Theologians have a fancy word or it: acheiropoeitos. Or “made without hand”. It refers to those religious icons that supposedly exist without human intervention, that just are the things they are meant to represent.
The most famous example is the Shroud of Turin, now housed in a cathedral in the Italian city of Turin, which is said to be an image of Christ formed when he was wrapped in a burial shroud immediately after being taken down from the cross. Now on a piece of cloth we miraculously have Christ—not one of the thousands of paintings of him made by artists but an actual pressing of his face, in touch with the man himself.
It’s been proven by carbon dating that the cloth dates from the Middle Ages, but no one believes that. The Shroud is still venerated: in 2013 it was taken out of the chapel in which it is usually held and livestreamed, where it drew an audience of millions.
And if this seems irrelevant in what’s called a ‘post-religious’ society, have a look at Ash Barty throwing her wristbands into the crowd after a match at the Australian Open and the people clamouring. Those wristbands are her and the proof that you were once in her divine presence. Or think that every time a friend shares a photo of a sunrise over a beach to Instagram, it’s not just a photo but—this is the miraculous power of photos, which are also not made by hand—proof that they were actually there where they said, and want to make you feel there too.
All of this is some way of explaining the peculiar pleasure—and perversity—of Bendigo Art Gallery’s Elvis: Direct from Graceland. It’s an exhibition of some 300 items from the estate of Elvis Presley, which are usually housed in the family home of Graceland, Memphis, Tennessee, but have for a moment been let out from their final resting place.
Thus we will have the obvious, musical-history- important costumes, both the early rockabilly leather jackets and later rhinestone-encrusted jumpsuits. We’ll have the guitars that Elvis as often as not didn’t play but let dangle suggestively between his legs as he danced.

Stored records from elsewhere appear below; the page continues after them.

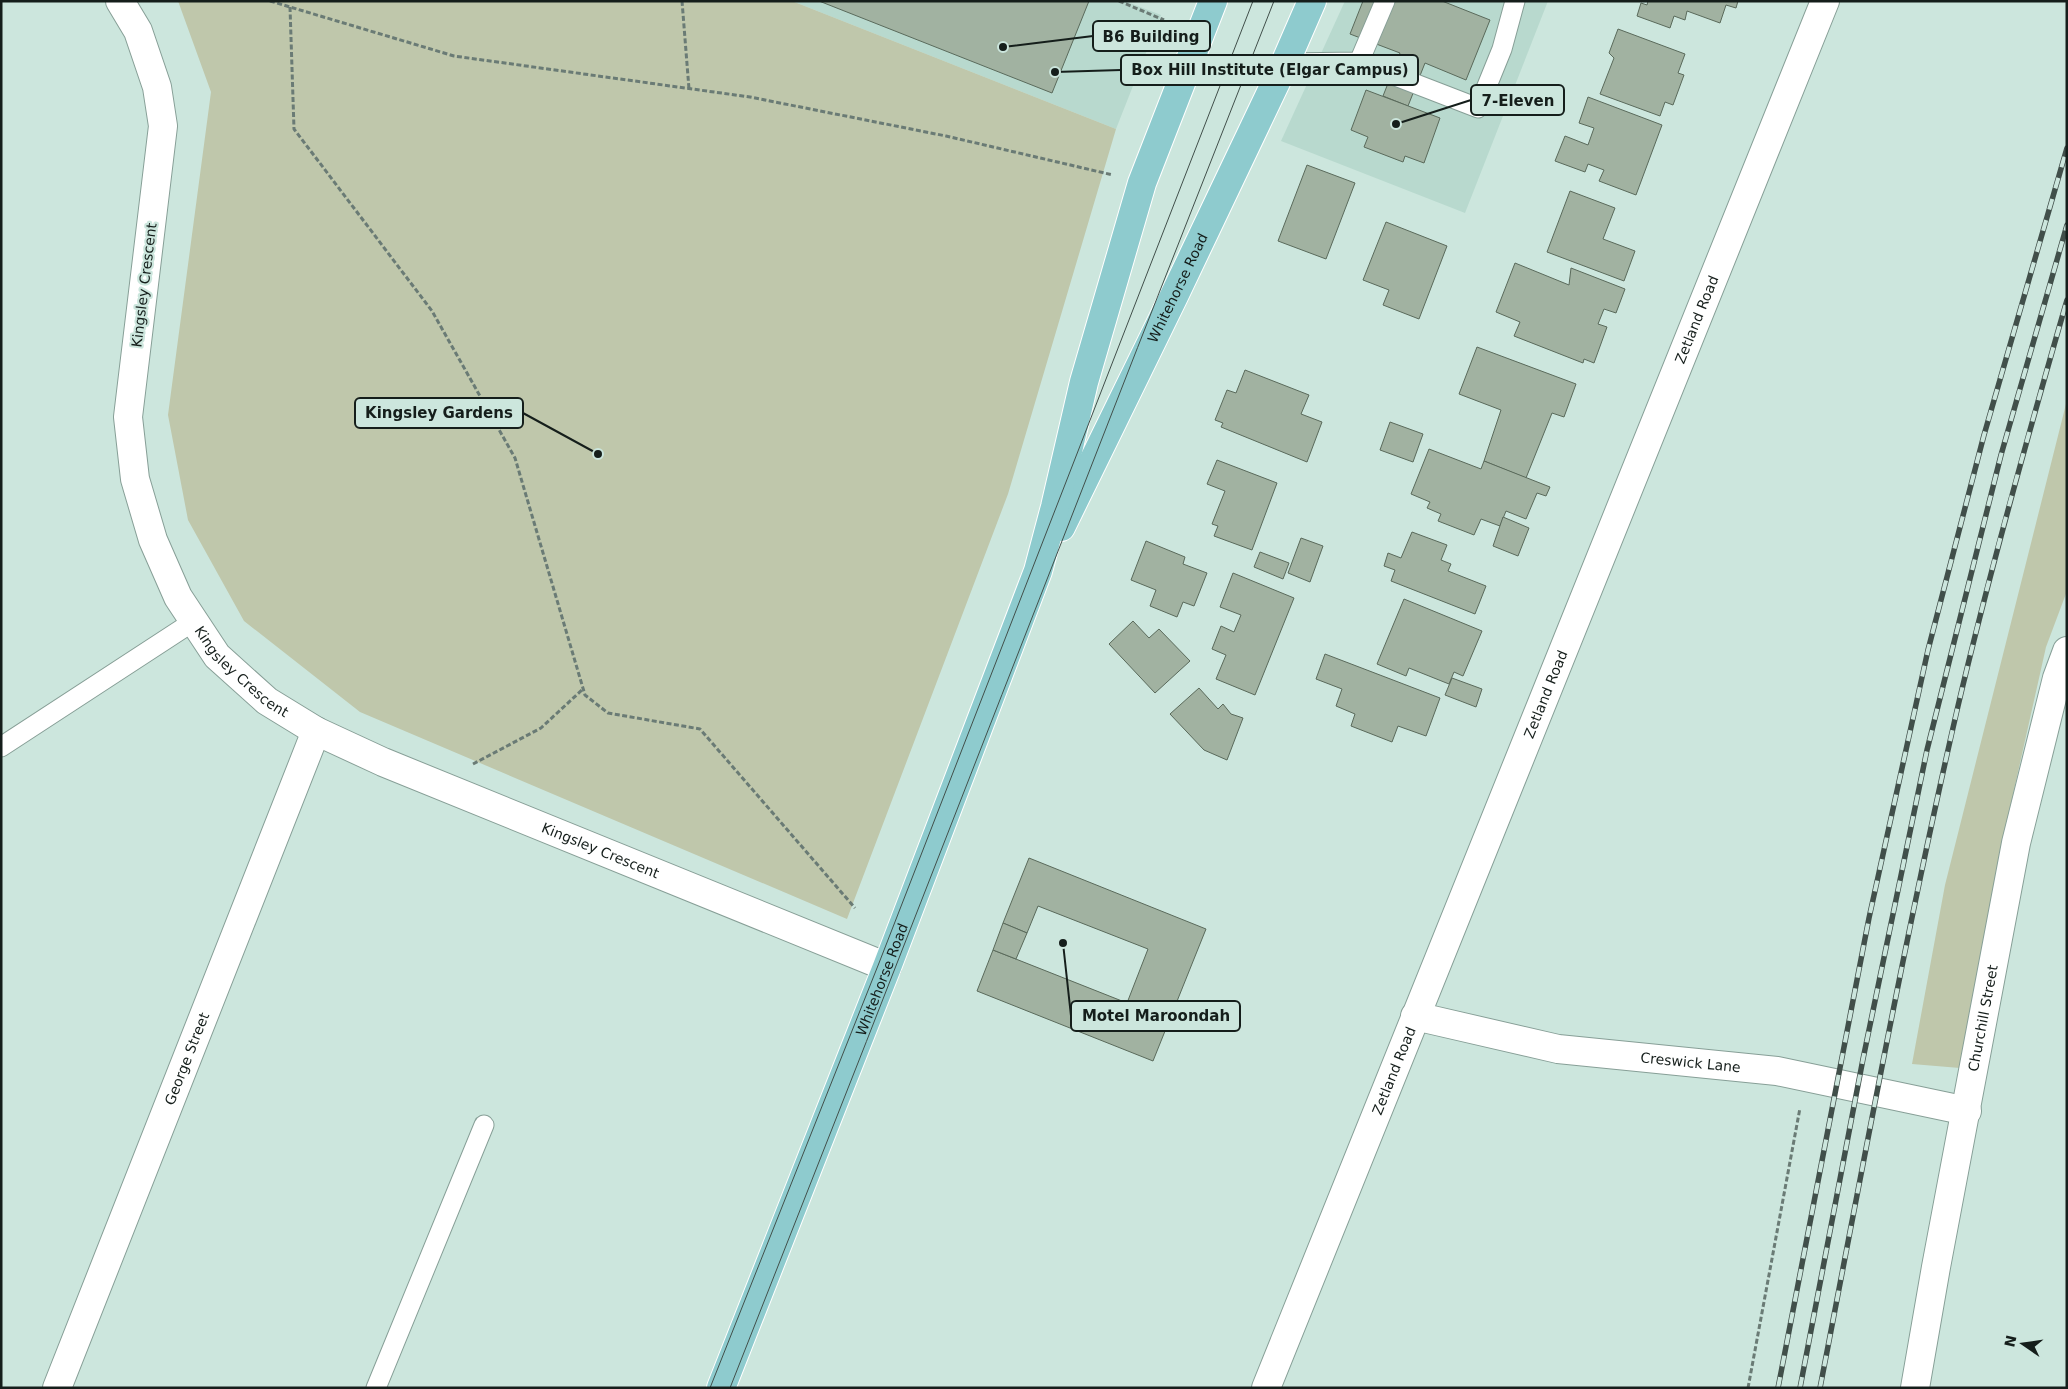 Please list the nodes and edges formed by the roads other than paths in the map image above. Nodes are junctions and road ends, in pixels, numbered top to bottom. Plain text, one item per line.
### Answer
1 (120, 1) edge
2 (1213, 1) edge
3 (1312, 1) edge
4 (1384, 1) edge
5 (1515, 1) edge
6 (1825, 1) edge
7 (1359, 62) junction
8 (1285, 63) junction
9 (1038, 571) junction
10 (194, 621) junction
11 (2067, 651) edge
12 (316, 731) junction
13 (1, 747) edge
14 (887, 967) junction
15 (1415, 1016) junction
16 (1967, 1111) junction
17 (484, 1125) dead end
18 (57, 1388) edge
19 (376, 1388) edge
20 (721, 1388) edge
21 (1266, 1388) edge
22 (1915, 1388) edge

1 - 10 street, Kingsley Crescent
2 - 9 main road, Whitehorse Road
3 - 8 main road, Whitehorse Road
4 - 7 lane
5 - 7 lane
6 - 15 street, Zetland Road
7 - 8 lane
8 - 9 main road, Whitehorse Road
9 - 14 main road, Whitehorse Road
10 - 12 street, Kingsley Crescent
10 - 13 lane
11 - 16 street, Churchill Street
12 - 14 street, Kingsley Crescent
12 - 18 street, George Street
14 - 20 main road, Whitehorse Road
15 - 16 street, Creswick Lane
15 - 21 street, Zetland Road
16 - 22 street, Churchill Street
17 - 19 lane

We’ll have the diamond-studded Maltese Cross designed for him by his late-in-life lover Linda Thompson. But we’ll also have— maybe as a reminder of the excess that eventually killed him—his red MG sports car, his Harley Davidson and even his gold-plated telephone. And we’ll even have—this perhaps a sign of the innocence that was lost—his first-grade school crayon box and the hymn book he took to church each week.
Then there are the photos: Elvis as a boy, Elvis with his parents, Elvis in the Army, Elvis getting married, Elvis playing Vegas. Of course, Elvis is one of the most beautiful and iconic human beings of the 20th century. But as Andy Warhol—a thoroughly religious artist: there is a great show on the topic currently on at the Brooklyn Museum—made clear in his silk-screens, you need only a smattering of his features (the curve of his lips, the tilt of his hips, the pomp of his pompadour) and you have him, he is there before you.
Elvis is not called The King for nothing. He≈cannot be explained, he does not need to be justified. He simply comes out of nowhere in the same way as a king’s legitimacy cannot be questioned. Look for a moment at one of the extraordinary photos, sure to be in the show, of the young Elvis with his parents Vernon and Gladys. Nothing can possibly account for how they in their absolute ordinariness produced someone like him. It’s as though God came down from the heavens and decided for some reason to manifest himself in Tupelo, Mississippi, on 8 January 1935.
We will go to see the show at Bendigo because all of those objects were once in the presence of Elvis. They all touched or were touched by him and therefore in a way are him. Beyond any social history they might relate—the story of a small-town boy swallowed up by celebrity culture who lost his way—there is simply Elvis, who rises over any such tragic figure, like Christ resurrected after his death.
Elvis has already outlived his time, his circumstances, those earlier lamentations of his selling out and even his ironic reclamation as kitsch icon. He will simply now live on forever. And he has left his relics behind for us to venerate. Go see the show on a Sunday, early in the morning, with the church bells of Bendigo ringing in the background. Then hum Elvis’s ‘In the Ghetto’, his brilliantly updated version of the birth of Christ. No one “made” Elvis. He just is, there before us, acheiropoeitos.